Entries provided Block Start
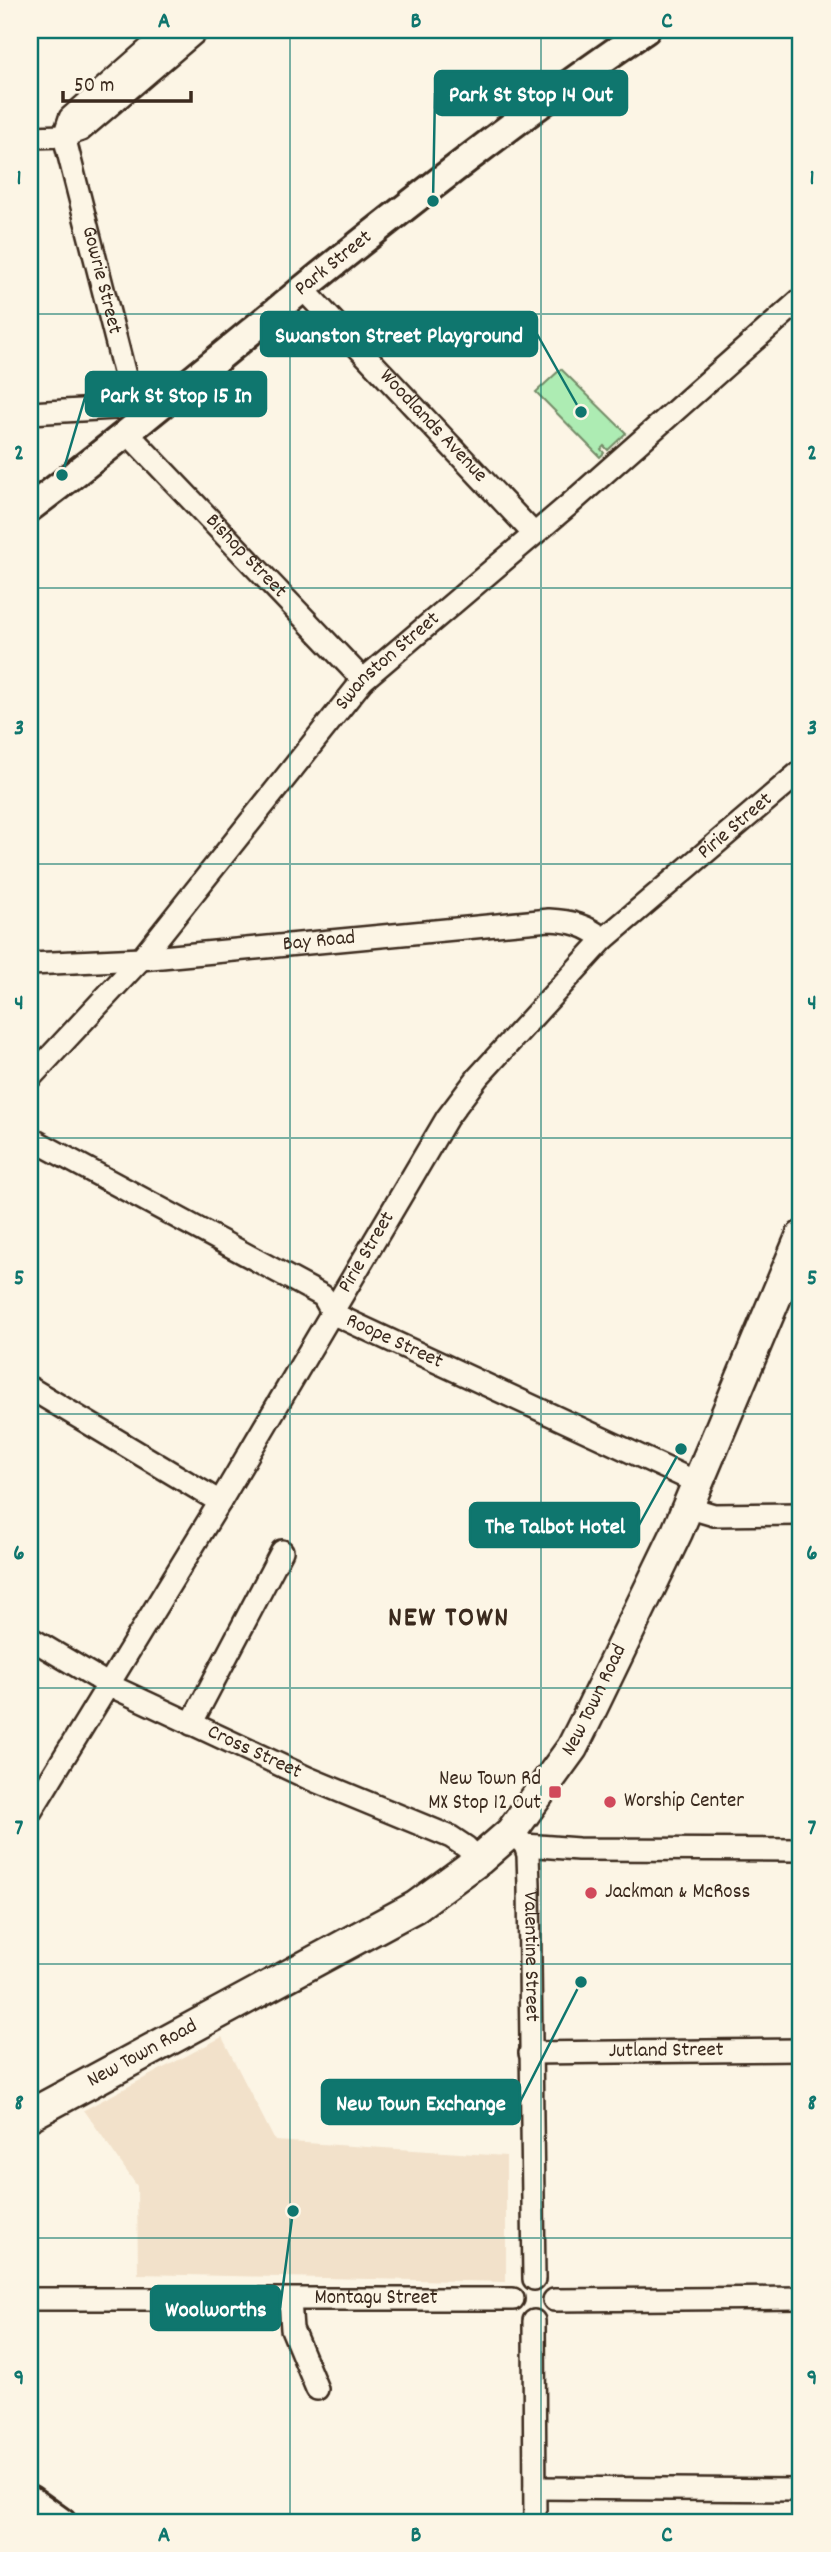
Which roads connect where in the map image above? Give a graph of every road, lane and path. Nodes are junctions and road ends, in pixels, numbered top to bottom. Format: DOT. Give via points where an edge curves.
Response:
graph roads {
  1 [pos="170,30"];
  2 [pos="198,30"];
  3 [pos="646,30"];
  4 [pos="64,136"];
  5 [pos="30,137"];
  6 [pos="303,289"];
  7 [pos="801,299"];
  8 [pos="30,413"];
  9 [pos="134,417"];
  10 [pos="30,508"];
  11 [pos="533,533"];
  12 [pos="363,680"];
  13 [pos="801,771"];
  14 [pos="604,939"];
  15 [pos="141,959"];
  16 [pos="30,964"];
  17 [pos="30,1078"];
  18 [pos="30,1138"];
  19 [pos="801,1237"];
  20 [pos="331,1310"];
  21 [pos="30,1388"];
  22 [pos="692,1495"];
  23 [pos="220,1502"];
  24 [pos="801,1514"];
  25 [pos="282,1550"];
  26 [pos="30,1638"];
  27 [pos="109,1685"];
  28 [pos="191,1724"];
  29 [pos="30,1813"];
  30 [pos="518,1838"];
  31 [pos="801,1850"];
  32 [pos="479,1860"];
  33 [pos="801,2050"];
  34 [pos="530,2053"];
  35 [pos="30,2115"];
  36 [pos="534,2279"];
  37 [pos="801,2298"];
  38 [pos="30,2299"];
  39 [pos="513,2299"];
  40 [pos="290,2300"];
  41 [pos="554,2300"];
  42 [pos="534,2321"];
  43 [pos="317,2389"];
  44 [pos="536,2488"];
  45 [pos="801,2490"];
  46 [pos="30,2499"];
  47 [pos="62,2522"];
  48 [pos="535,2522"];
  1 -- 4 [label="street" via="69,118"];
  2 -- 4 [label="street" via="81,130"];
  3 -- 6 [label="street, Park Street" via="427,190"];
  4 -- 5 [label="street"];
  4 -- 9 [label="street, Gowrie Street"];
  6 -- 9 [label="street, Park Street"];
  6 -- 11 [label="street, Woodlands Avenue"];
  7 -- 11 [label="street, Swanston Street"];
  8 -- 9 [label="street" via="115,408"];
  9 -- 10 [label="street, Park Street"];
  9 -- 12 [label="street, Bishop Street" via="137,443"];
  11 -- 12 [label="street, Swanston Street"];
  12 -- 15 [label="street, Swanston Street"];
  13 -- 14 [label="street, Pirie Street"];
  14 -- 15 [label="street, Bay Road" via="570,921 549,920"];
  14 -- 20 [label="street, Pirie Street" via="478,1077 447,1118"];
  15 -- 16 [label="street, Bay Road"];
  15 -- 17 [label="street, Swanston Street"];
  18 -- 20 [label="street, Roope Street" via="323,1296"];
  19 -- 22 [label="main road, New Town Road"];
  20 -- 22 [label="street, Roope Street"];
  20 -- 23 [label="street, Pirie Street"];
  21 -- 23 [label="street"];
  22 -- 24 [label="street, Roope Street" via="714,1515"];
  22 -- 30 [label="main road, New Town Road" via="572,1748"];
  23 -- 27 [label="street, Pirie Street"];
  25 -- 28 [label="street"];
  26 -- 27 [label="street, Cross Street"];
  27 -- 28 [label="street, Cross Street"];
  27 -- 29 [label="street, Pirie Street"];
  28 -- 32 [label="street, Cross Street" via="451,1837"];
  30 -- 31 [label="street" via="578,1849"];
  30 -- 32 [label="main road, New Town Road"];
  30 -- 34 [label="street, Valentine Street" via="528,1855"];
  32 -- 35 [label="main road, New Town Road" via="415,1907"];
  33 -- 34 [label="street, Jutland Street"];
  34 -- 36 [label="street, Valentine Street"];
  36 -- 39 [label="street" via="517,2287"];
  36 -- 41 [label="street" via="551,2288"];
  37 -- 41 [label="street"];
  38 -- 40 [label="street, Montagu Street"];
  39 -- 40 [label="street, Montagu Street"];
  39 -- 42 [label="street" via="519,2314"];
  40 -- 43 [label="street" via="292,2329"];
  41 -- 42 [label="street" via="550,2312"];
  42 -- 44 [label="street"];
  44 -- 45 [label="street"];
  44 -- 48 [label="street"];
  46 -- 47 [label="street"];
}
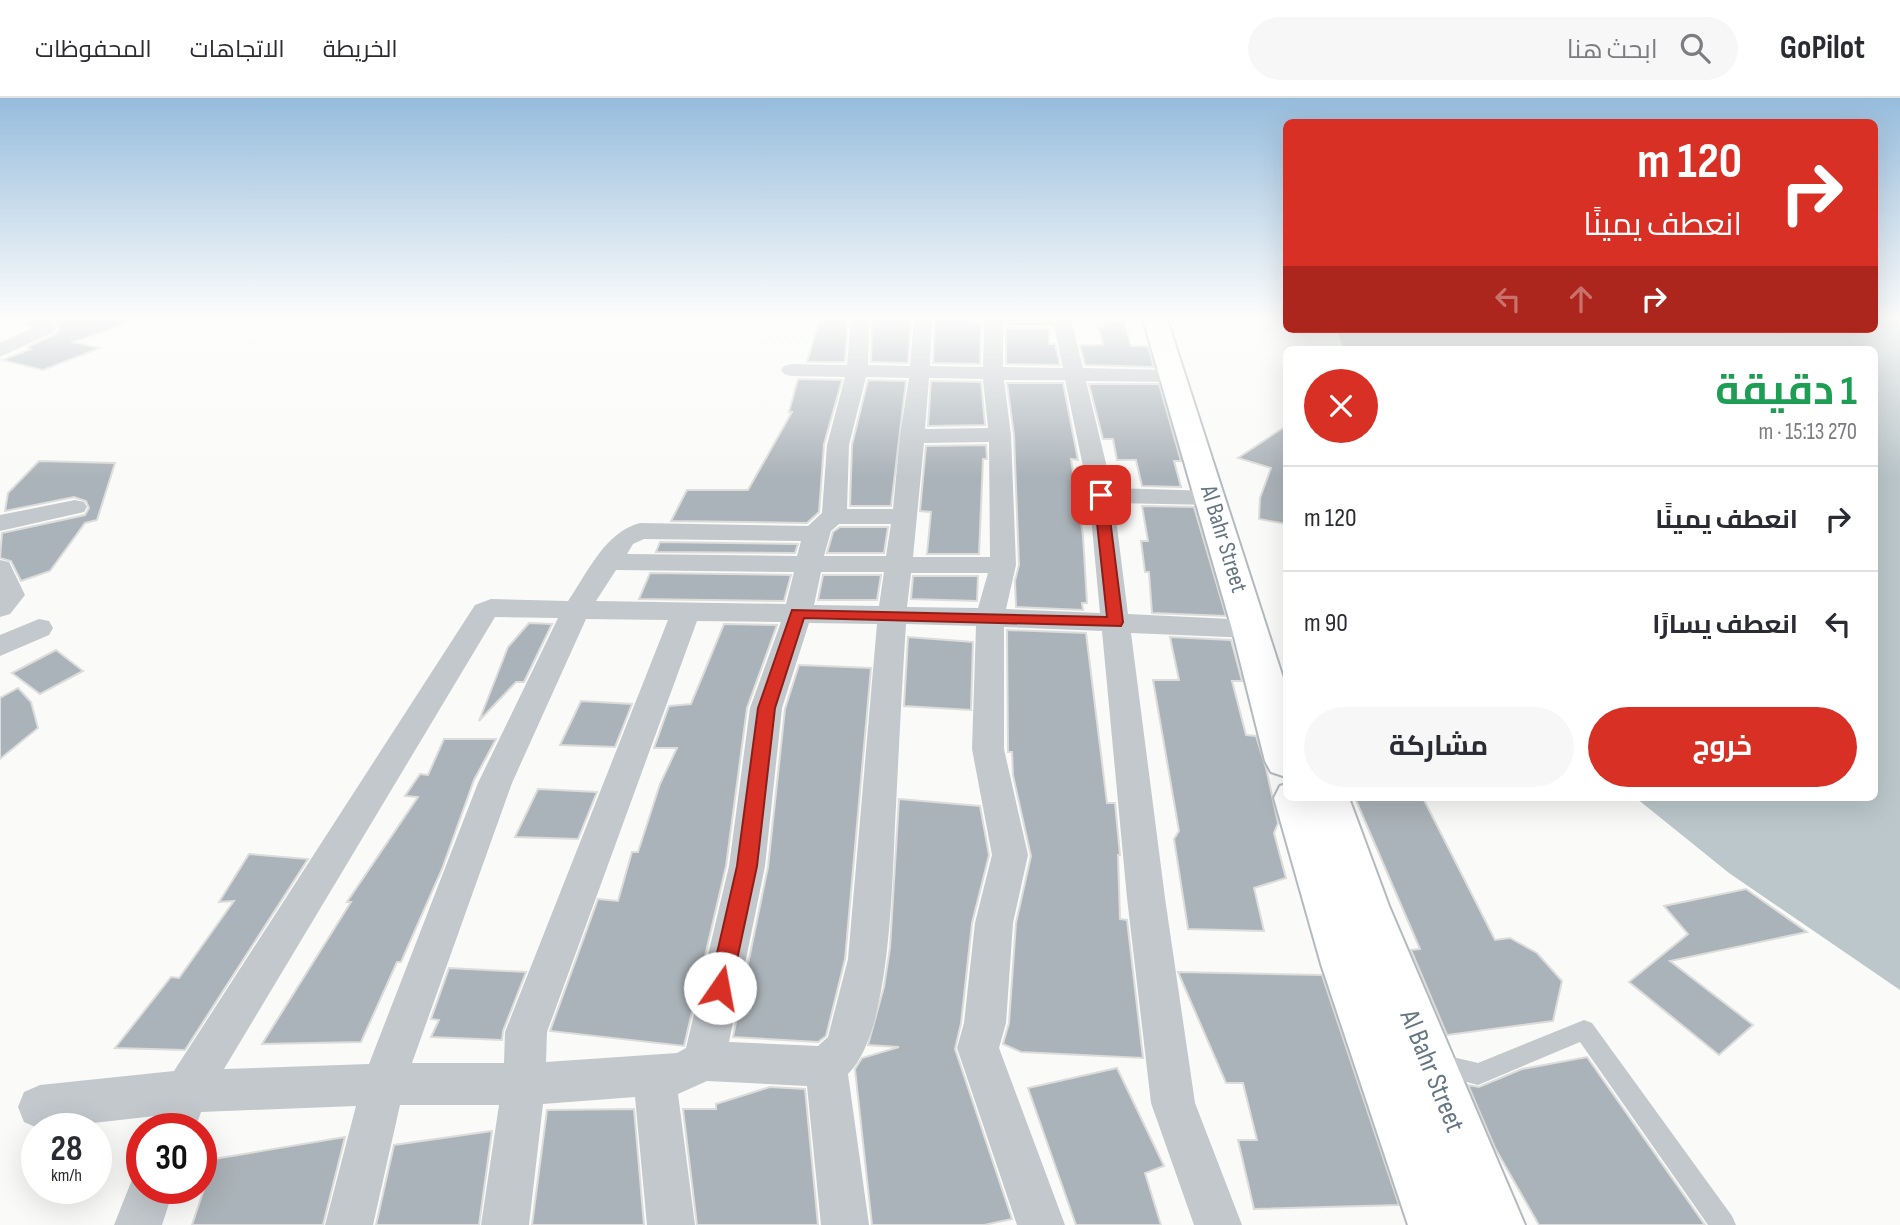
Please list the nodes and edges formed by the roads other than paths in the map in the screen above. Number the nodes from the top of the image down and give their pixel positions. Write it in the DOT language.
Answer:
graph roads {
  1 [pos="857,371"];
  2 [pos="894,372"];
  3 [pos="920,372"];
  4 [pos="1172,372"];
  5 [pos="1184,372"];
  6 [pos="993,373"];
  7 [pos="1075,373"];
  8 [pos="1173,376"];
  9 [pos="1000,435"];
  10 [pos="911,436"];
  11 [pos="1101,495"];
  12 [pos="1212,498"];
  13 [pos="75,507"];
  14 [pos="905,516"];
  15 [pos="0,523"];
  16 [pos="820,538"];
  17 [pos="900,563"];
  18 [pos="1003,565"];
  19 [pos="0,568"];
  20 [pos="0,608"];
  21 [pos="578,608"];
  22 [pos="686,611"];
  23 [pos="798,613"];
  24 [pos="892,615"];
  25 [pos="990,617"];
  26 [pos="1115,622"];
  27 [pos="38,628"];
  28 [pos="1251,629"];
  29 [pos="0,646"];
  30 [pos="1283,673"];
  31 [pos="1283,750"];
  32 [pos="1297,801"];
  33 [pos="1328,801"];
  34 [pos="704,1061"];
  35 [pos="1430,1063"];
  36 [pos="826,1067"];
  37 [pos="654,1075"];
  38 [pos="383,1084"];
  39 [pos="524,1084"];
  40 [pos="40,1107"];
  41 [pos="179,1110"];
  42 [pos="145,1204"];
  43 [pos="138,1225"];
  44 [pos="349,1225"];
  45 [pos="505,1225"];
  46 [pos="671,1225"];
  47 [pos="845,1225"];
  48 [pos="1041,1225"];
  49 [pos="1218,1225"];
  50 [pos="1439,1225"];
  51 [pos="1494,1225"];
  52 [pos="1723,1225"];
  1 -- 16 [label="street"];
  2 -- 3 [label="street"];
  3 -- 6 [label="street"];
  3 -- 10 [label="street"];
  4 -- 8 [label="main road, Al Bahr Street"];
  5 -- 30 [label="main road, Al Bahr Street"];
  6 -- 7 [label="street"];
  6 -- 9 [label="street"];
  7 -- 8 [label="street"];
  7 -- 11 [label="street"];
  8 -- 12 [label="main road, Al Bahr Street"];
  9 -- 10 [label="street"];
  9 -- 18 [label="street"];
  10 -- 14 [label="street"];
  11 -- 12 [label="street"];
  11 -- 26 [label="street"];
  12 -- 28 [label="main road, Al Bahr Street"];
  13 -- 15 [label="street"];
  14 -- 16 [label="street"];
  14 -- 17 [label="street"];
  16 -- 17 [label="street"];
  16 -- 21 [label="street"];
  16 -- 23 [label="street"];
  17 -- 18 [label="street"];
  17 -- 24 [label="street"];
  18 -- 25 [label="street"];
  19 -- 20 [label="street"];
  21 -- 22 [label="street"];
  21 -- 38 [label="street"];
  21 -- 41 [label="street"];
  22 -- 23 [label="street"];
  22 -- 39 [label="street"];
  23 -- 24 [label="street"];
  23 -- 34 [label="street"];
  24 -- 25 [label="street"];
  24 -- 36 [label="street"];
  25 -- 26 [label="street"];
  25 -- 48 [label="street"];
  26 -- 28 [label="street"];
  26 -- 49 [label="street"];
  27 -- 29 [label="street"];
  28 -- 31 [label="main road, Al Bahr Street"];
  32 -- 50 [label="main road, Al Bahr Street"];
  33 -- 35 [label="main road, Al Bahr Street"];
  34 -- 36 [label="street"];
  34 -- 37 [label="street"];
  35 -- 51 [label="main road, Al Bahr Street"];
  35 -- 52 [label="lane"];
  36 -- 47 [label="street"];
  37 -- 39 [label="street"];
  37 -- 46 [label="street"];
  38 -- 39 [label="street"];
  38 -- 41 [label="street"];
  38 -- 44 [label="street"];
  39 -- 45 [label="street"];
  40 -- 41 [label="street"];
  42 -- 43 [label="street"];
}
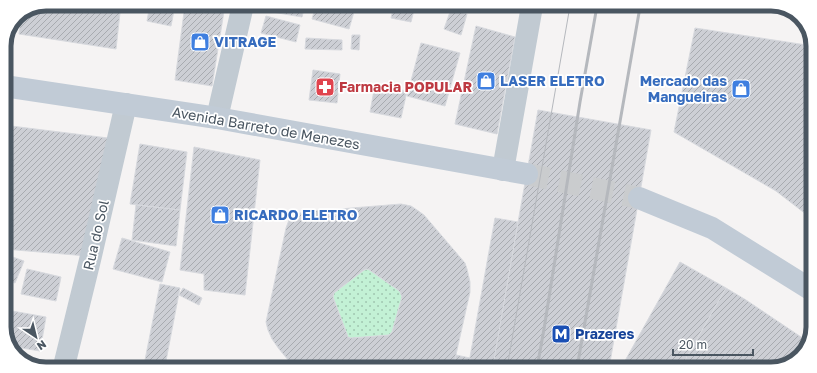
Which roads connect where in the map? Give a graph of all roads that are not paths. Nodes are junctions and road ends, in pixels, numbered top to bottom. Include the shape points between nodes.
1 (242, 11) edge
2 (531, 11) edge
3 (11, 87) edge
4 (126, 104) junction
5 (217, 118) junction
6 (503, 170) junction
7 (527, 174) tunnel mouth
8 (639, 198) tunnel mouth
9 (806, 287) edge
10 (65, 362) edge

1 - 5 street
2 - 6 street
3 - 4 main road, Avenida Barreto de Menezes
4 - 5 main road, Avenida Barreto de Menezes
4 - 10 street, Rua do Sol
5 - 6 main road, Avenida Barreto de Menezes
6 - 7 main road, Avenida Barreto de Menezes
8 - 9 main road via 712,228

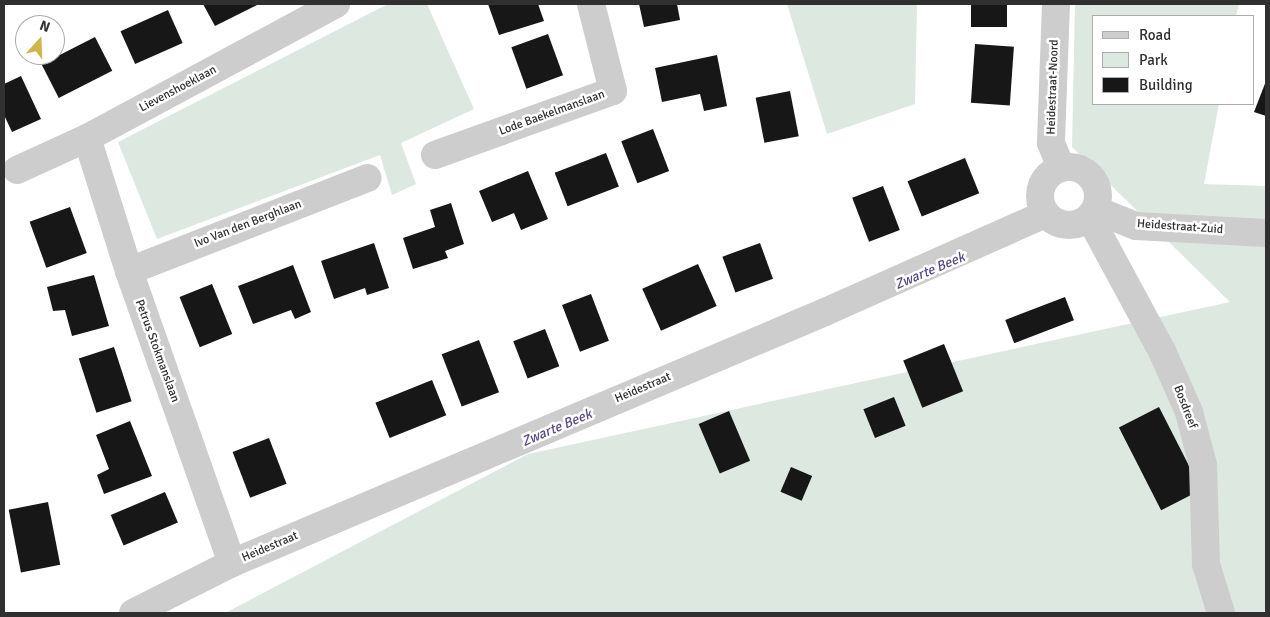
Entries provided Block End
Task brief
Copy all lines from the material that include "above".

Exercise response
Which roads connect where in the map image above? Give a graph of every road, lane and path. Nodes are junctions and road ends, in pixels, numbered top to bottom. Format: DOT. Give via points where an edge curves.
Please list the nodes and edges formed by the roads other than paths in the map in the screen above. Number the nodes from the top of the image down and give their pixel positions. Write it in the DOT language.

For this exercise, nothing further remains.